You are correct that you cannot achieve this behavior using only `UICollectionViewDelegate` methods. However, there are some other approaches you can try.


First, by using focus guides. The `UIFocusGuide` class allows you to create invisible, focusable regions onscreen that redirect to other focusable views when focused. You could cover your entire section in a focus guide, or just the empty spaces, and have them redirect to the correct cell.


Second, by composing collection views. Your screenshot shows a similar UI to the built-in iTunes Movies and TV Shows apps, where content is arranged in horizontally-scrolling "shelves" composed in a vertically scrolling UI. You can accomplish something similar by having an outer vertical collection view with one cell per "shelf", where each shelf cell contains another horizontal collection view with the shelf's contents. `UICollectionView` automatically implements the behavior you want, where moving focus into an empty space in a collection view will redirect to the nearest cell. So, if each row has its own collection view, then you'll get the desired behavior.


As always, please file an feature request at bugreporter.apple.com if there is specific functionality you would like to see added in the future.

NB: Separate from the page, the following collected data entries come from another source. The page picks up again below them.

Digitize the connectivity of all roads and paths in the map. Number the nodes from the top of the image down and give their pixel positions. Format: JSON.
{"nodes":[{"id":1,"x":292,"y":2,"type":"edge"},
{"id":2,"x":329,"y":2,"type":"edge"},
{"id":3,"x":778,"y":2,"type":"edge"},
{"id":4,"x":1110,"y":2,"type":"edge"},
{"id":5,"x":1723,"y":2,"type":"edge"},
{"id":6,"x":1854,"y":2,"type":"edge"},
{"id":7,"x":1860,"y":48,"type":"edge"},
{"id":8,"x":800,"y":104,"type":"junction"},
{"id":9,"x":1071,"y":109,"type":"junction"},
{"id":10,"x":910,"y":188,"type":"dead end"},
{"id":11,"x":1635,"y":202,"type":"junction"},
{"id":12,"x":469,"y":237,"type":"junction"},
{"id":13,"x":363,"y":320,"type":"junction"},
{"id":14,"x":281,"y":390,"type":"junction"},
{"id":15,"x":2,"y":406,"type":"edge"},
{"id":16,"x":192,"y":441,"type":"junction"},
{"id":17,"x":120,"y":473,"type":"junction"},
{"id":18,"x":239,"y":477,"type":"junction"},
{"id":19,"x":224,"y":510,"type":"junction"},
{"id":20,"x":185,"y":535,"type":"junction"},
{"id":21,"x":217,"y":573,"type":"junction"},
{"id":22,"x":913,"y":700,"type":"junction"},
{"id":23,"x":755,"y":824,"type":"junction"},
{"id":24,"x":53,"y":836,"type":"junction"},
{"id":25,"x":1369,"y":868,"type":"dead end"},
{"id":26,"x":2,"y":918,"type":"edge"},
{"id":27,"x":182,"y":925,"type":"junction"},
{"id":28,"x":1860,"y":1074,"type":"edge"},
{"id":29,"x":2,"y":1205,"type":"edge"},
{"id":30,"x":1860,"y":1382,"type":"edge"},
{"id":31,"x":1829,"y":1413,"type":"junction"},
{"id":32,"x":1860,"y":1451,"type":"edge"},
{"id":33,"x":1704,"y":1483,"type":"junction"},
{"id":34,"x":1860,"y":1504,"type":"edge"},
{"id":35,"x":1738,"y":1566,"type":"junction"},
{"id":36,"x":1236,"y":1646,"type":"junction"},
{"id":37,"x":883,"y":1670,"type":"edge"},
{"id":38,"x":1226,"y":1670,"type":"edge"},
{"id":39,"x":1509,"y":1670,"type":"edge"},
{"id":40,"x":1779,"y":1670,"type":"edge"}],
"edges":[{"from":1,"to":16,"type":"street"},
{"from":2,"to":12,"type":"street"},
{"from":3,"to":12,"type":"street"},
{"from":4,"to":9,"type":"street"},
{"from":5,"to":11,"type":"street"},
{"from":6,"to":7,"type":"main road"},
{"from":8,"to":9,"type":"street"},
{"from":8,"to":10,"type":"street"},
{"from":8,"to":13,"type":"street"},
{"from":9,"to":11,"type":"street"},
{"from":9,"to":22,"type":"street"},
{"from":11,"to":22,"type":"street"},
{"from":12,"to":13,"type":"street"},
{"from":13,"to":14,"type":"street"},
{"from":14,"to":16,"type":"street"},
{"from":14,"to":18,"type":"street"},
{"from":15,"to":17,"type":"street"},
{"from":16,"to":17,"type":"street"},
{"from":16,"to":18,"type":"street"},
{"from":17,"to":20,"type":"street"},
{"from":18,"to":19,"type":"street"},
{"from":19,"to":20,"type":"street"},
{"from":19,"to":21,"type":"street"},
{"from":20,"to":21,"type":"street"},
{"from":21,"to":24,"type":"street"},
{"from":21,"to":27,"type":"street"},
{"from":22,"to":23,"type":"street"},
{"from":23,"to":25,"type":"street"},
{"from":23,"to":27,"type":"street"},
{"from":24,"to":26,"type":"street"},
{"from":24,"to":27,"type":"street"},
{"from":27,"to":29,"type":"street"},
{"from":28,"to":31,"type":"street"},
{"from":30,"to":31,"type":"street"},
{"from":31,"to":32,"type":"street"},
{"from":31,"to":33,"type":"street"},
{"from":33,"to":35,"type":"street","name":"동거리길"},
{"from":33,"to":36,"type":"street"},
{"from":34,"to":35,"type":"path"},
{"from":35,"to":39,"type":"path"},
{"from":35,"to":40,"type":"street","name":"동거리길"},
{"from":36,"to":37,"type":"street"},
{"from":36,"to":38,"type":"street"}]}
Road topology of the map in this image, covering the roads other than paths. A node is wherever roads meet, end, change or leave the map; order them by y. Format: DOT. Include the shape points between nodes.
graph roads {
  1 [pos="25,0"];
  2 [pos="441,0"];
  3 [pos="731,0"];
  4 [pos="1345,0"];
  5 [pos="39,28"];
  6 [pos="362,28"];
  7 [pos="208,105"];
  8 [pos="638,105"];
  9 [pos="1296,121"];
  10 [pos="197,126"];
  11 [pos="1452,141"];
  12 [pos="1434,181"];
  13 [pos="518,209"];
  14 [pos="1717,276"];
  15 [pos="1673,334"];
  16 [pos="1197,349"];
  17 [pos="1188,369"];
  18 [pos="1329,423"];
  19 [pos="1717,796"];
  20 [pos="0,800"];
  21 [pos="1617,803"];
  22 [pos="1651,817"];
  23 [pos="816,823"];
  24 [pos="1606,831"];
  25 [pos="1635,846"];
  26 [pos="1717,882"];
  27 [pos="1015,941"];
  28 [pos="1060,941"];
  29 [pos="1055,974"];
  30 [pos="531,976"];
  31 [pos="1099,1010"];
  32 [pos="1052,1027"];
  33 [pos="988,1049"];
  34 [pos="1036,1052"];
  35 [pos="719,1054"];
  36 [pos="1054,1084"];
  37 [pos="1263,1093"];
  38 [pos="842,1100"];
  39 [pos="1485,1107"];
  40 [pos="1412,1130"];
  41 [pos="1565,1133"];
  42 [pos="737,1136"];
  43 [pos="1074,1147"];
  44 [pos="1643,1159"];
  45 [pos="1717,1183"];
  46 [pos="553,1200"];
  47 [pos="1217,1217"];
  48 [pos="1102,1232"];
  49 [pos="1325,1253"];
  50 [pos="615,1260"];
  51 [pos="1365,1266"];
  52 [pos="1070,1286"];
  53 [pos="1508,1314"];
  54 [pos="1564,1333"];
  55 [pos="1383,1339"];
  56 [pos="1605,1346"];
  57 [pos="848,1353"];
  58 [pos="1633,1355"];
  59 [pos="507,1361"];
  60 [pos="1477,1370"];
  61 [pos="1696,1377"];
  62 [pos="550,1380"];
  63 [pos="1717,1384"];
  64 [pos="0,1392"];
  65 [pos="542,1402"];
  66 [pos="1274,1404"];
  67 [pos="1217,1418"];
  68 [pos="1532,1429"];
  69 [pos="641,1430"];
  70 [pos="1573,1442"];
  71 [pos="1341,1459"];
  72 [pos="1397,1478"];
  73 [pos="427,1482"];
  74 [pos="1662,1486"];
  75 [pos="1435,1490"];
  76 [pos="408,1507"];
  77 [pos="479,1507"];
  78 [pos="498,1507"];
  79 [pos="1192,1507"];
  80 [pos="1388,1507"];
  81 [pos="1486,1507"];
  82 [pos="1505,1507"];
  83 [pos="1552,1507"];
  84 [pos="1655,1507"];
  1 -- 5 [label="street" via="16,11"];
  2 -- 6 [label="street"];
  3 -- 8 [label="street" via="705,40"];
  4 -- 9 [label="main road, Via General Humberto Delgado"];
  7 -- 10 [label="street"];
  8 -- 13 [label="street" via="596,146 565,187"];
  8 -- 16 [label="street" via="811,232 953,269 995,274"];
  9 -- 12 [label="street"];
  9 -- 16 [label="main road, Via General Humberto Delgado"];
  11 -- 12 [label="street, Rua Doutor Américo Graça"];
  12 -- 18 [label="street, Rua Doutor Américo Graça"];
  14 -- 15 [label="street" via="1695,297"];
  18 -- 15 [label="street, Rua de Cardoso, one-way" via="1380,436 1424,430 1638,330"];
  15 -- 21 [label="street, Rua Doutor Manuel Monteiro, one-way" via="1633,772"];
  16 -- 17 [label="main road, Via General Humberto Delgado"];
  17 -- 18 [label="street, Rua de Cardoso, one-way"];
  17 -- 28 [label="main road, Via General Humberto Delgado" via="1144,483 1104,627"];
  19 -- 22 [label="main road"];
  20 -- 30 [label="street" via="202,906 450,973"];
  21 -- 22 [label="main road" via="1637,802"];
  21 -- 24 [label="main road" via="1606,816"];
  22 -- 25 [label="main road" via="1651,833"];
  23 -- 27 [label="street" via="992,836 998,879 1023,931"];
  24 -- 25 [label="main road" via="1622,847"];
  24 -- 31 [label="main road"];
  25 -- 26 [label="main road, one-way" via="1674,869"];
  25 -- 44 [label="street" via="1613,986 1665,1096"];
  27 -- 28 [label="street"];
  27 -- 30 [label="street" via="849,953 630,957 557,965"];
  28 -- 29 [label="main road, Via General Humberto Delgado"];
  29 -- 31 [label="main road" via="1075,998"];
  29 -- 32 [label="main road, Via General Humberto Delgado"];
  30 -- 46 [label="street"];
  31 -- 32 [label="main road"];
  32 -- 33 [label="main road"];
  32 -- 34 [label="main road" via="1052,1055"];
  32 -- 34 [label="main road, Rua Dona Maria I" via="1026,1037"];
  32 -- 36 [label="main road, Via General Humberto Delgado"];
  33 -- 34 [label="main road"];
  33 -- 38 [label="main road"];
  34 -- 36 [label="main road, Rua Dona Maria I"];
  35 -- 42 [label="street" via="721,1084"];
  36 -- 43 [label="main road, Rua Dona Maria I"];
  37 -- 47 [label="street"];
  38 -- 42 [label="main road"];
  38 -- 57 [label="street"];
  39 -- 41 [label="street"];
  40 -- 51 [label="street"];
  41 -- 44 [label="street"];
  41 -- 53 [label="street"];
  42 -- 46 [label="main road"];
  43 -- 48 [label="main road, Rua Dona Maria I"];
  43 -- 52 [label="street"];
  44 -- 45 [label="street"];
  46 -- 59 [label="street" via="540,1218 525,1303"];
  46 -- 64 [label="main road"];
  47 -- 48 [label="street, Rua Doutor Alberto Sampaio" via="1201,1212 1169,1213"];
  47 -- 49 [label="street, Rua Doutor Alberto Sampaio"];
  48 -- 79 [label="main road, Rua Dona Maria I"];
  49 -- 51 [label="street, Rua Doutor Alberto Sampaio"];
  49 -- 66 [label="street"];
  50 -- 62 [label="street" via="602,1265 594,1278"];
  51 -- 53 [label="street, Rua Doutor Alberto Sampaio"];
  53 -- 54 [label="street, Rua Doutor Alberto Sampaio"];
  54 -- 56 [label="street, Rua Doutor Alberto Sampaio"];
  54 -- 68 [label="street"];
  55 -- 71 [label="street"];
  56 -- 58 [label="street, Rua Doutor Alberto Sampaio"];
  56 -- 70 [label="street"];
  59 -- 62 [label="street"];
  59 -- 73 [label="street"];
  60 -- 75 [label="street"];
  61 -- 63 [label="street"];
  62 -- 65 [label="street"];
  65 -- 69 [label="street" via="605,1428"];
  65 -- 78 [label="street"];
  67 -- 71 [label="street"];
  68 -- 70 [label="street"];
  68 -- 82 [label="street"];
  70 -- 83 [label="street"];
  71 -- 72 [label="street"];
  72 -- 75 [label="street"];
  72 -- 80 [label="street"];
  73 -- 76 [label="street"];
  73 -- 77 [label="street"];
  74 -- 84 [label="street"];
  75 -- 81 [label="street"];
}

Thanks for this wonderful answer, but how would you cover an entire section or the empty space with a focus guide? Should I add FocusGuides as invisible cells? Is there some other hook into UICollectionView. I could try to misuse decoration views for this but that somehow feels wrong.

Accepted Answer

There is no direct hook into UICollectionView for accomplishing this, so you'll have to manage the layout yourself. You could add the focus guide on top of cells or supplementary/decoration views to piggyback on the collection view's layout system, or you could add the focus guide to the collection view itself and update its layout whenever the collection view finishes layout, based on the new position of the cells.


Also, we would definitely be interested in any suggestions you may for improving the SDK. Feel free to file feature requests at bugreporter.apple.com.